** WORK INSTRUCTIONS **
The expected output is each line below containing "graph", copied in full.

** DATA EXTRACTS **
################

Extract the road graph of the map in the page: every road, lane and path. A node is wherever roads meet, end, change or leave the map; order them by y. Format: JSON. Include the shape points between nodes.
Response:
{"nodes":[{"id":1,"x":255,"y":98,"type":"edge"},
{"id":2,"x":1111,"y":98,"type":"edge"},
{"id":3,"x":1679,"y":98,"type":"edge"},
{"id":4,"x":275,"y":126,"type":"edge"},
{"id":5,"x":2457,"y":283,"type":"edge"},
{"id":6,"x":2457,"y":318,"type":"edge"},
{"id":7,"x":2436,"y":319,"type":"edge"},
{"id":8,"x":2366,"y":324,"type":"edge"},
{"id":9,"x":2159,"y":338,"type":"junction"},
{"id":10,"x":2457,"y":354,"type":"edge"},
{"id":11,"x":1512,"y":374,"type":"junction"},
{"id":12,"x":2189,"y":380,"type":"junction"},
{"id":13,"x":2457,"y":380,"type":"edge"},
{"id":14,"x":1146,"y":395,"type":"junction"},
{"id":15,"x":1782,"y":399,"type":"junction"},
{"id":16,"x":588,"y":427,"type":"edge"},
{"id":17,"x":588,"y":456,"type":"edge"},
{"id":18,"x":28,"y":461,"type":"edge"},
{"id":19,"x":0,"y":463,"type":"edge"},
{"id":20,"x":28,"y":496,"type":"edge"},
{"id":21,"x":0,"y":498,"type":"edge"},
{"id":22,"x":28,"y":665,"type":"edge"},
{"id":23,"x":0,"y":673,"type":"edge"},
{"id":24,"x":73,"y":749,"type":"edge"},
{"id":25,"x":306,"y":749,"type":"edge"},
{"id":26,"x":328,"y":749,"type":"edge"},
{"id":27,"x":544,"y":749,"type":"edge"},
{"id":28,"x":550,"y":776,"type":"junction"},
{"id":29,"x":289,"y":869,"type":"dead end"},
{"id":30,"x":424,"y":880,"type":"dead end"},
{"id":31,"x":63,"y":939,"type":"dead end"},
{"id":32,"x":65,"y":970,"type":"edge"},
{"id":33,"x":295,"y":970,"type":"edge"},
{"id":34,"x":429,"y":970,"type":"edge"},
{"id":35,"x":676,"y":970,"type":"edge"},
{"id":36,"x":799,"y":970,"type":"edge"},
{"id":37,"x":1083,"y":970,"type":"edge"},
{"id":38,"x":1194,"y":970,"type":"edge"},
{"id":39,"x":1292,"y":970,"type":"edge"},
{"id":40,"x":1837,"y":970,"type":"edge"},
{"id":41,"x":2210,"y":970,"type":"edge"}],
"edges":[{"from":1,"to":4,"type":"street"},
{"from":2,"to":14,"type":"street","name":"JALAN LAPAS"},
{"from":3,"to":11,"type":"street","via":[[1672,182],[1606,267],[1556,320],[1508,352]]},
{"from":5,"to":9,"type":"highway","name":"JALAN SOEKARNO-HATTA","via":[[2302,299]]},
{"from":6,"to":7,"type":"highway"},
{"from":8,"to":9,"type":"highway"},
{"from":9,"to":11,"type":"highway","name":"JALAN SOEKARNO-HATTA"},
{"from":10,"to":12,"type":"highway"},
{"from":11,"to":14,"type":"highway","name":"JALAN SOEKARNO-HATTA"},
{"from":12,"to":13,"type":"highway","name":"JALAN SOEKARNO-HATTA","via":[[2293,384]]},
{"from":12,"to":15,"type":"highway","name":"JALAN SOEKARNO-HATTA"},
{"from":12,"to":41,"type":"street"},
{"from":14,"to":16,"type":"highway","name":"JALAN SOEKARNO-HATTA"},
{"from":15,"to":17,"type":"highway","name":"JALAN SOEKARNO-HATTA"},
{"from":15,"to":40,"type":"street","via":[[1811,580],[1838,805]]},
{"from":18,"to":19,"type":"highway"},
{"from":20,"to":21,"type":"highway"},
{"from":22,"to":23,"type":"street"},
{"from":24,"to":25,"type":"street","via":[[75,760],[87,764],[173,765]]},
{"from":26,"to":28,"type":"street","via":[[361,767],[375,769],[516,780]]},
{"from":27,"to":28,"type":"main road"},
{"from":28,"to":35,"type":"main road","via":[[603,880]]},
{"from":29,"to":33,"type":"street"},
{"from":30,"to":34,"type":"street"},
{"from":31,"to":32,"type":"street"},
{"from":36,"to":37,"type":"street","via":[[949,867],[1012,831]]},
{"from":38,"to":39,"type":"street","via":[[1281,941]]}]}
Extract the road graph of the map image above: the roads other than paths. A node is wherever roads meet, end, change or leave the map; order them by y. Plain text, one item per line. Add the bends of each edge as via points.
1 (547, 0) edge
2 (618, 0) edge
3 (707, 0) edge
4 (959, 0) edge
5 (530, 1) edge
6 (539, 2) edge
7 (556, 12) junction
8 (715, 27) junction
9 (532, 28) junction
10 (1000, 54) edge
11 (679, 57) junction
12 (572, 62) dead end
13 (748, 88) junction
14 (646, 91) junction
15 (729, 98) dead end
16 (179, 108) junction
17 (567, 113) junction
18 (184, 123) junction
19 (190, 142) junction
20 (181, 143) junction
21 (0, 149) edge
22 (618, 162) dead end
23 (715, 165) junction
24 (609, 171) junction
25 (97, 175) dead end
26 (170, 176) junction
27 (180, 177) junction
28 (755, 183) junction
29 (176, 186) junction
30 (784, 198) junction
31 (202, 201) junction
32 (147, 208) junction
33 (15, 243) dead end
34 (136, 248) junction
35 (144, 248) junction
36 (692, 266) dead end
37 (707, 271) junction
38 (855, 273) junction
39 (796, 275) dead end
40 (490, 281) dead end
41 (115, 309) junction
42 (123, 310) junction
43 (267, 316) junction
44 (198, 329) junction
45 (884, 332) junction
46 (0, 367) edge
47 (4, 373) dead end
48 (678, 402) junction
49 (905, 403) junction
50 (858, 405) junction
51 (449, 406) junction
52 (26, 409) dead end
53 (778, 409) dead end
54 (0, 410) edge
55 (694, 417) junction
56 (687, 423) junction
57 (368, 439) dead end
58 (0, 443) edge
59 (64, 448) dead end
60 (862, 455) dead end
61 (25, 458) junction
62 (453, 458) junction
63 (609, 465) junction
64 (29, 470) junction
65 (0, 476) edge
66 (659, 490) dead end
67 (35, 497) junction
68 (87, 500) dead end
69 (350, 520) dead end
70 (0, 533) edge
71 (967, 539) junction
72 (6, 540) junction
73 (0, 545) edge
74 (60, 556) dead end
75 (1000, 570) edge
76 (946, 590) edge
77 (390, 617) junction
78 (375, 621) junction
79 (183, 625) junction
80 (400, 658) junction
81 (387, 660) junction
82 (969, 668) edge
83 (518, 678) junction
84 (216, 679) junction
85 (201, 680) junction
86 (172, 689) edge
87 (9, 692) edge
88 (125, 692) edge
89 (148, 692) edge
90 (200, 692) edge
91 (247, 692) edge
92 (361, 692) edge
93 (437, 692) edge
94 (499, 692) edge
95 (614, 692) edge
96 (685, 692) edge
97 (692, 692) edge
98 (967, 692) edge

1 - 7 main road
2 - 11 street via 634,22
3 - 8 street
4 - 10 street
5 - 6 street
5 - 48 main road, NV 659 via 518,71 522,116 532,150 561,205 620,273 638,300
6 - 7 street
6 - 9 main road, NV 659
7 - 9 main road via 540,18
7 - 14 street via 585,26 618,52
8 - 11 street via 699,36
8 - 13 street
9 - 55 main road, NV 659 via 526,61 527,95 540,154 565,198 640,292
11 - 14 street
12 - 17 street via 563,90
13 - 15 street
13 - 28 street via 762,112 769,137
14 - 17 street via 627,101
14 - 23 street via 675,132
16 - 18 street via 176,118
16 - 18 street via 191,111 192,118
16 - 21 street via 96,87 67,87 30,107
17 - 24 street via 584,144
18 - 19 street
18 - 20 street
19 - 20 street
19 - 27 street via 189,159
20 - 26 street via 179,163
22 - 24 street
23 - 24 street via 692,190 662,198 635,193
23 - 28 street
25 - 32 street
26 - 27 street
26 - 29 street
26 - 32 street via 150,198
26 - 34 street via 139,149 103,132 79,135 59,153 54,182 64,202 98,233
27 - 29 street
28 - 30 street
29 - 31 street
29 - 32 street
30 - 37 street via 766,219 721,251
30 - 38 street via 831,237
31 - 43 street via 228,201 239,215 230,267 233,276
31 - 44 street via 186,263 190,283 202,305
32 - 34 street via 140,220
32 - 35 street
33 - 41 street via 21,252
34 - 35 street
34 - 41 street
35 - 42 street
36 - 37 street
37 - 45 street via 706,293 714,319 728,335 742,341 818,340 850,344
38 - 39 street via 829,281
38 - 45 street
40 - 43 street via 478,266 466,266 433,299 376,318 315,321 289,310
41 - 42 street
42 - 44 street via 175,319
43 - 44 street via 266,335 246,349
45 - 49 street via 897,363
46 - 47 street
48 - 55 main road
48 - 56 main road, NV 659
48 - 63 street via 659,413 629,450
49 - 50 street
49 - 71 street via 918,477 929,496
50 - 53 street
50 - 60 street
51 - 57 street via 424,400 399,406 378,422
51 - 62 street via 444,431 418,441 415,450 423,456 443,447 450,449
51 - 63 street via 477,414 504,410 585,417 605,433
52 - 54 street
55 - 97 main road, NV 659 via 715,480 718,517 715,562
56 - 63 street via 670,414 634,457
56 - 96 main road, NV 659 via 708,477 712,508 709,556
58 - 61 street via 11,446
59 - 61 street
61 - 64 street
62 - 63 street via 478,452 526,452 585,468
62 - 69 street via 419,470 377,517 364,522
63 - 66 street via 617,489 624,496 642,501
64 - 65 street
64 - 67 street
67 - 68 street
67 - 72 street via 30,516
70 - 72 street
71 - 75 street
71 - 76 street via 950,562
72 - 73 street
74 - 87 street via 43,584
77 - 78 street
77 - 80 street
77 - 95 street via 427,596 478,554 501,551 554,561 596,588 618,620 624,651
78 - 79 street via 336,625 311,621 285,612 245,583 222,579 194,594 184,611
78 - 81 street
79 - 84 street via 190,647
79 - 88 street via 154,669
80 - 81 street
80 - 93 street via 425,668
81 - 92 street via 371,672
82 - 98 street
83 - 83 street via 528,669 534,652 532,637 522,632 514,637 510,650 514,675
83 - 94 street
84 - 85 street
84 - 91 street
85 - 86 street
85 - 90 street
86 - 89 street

################

** WRITTEN SOLUTION **
Extract the road graph of the map in the page: every road, lane and path. A node is wherever roads meet, end, change or leave the map; order them by y. Format: JSON. Include the shape points between nodes.
Extract the road graph of the map image above: the roads other than paths. A node is wherever roads meet, end, change or leave the map; order them by y. Plain text, one item per line. Add the bends of each edge as via points.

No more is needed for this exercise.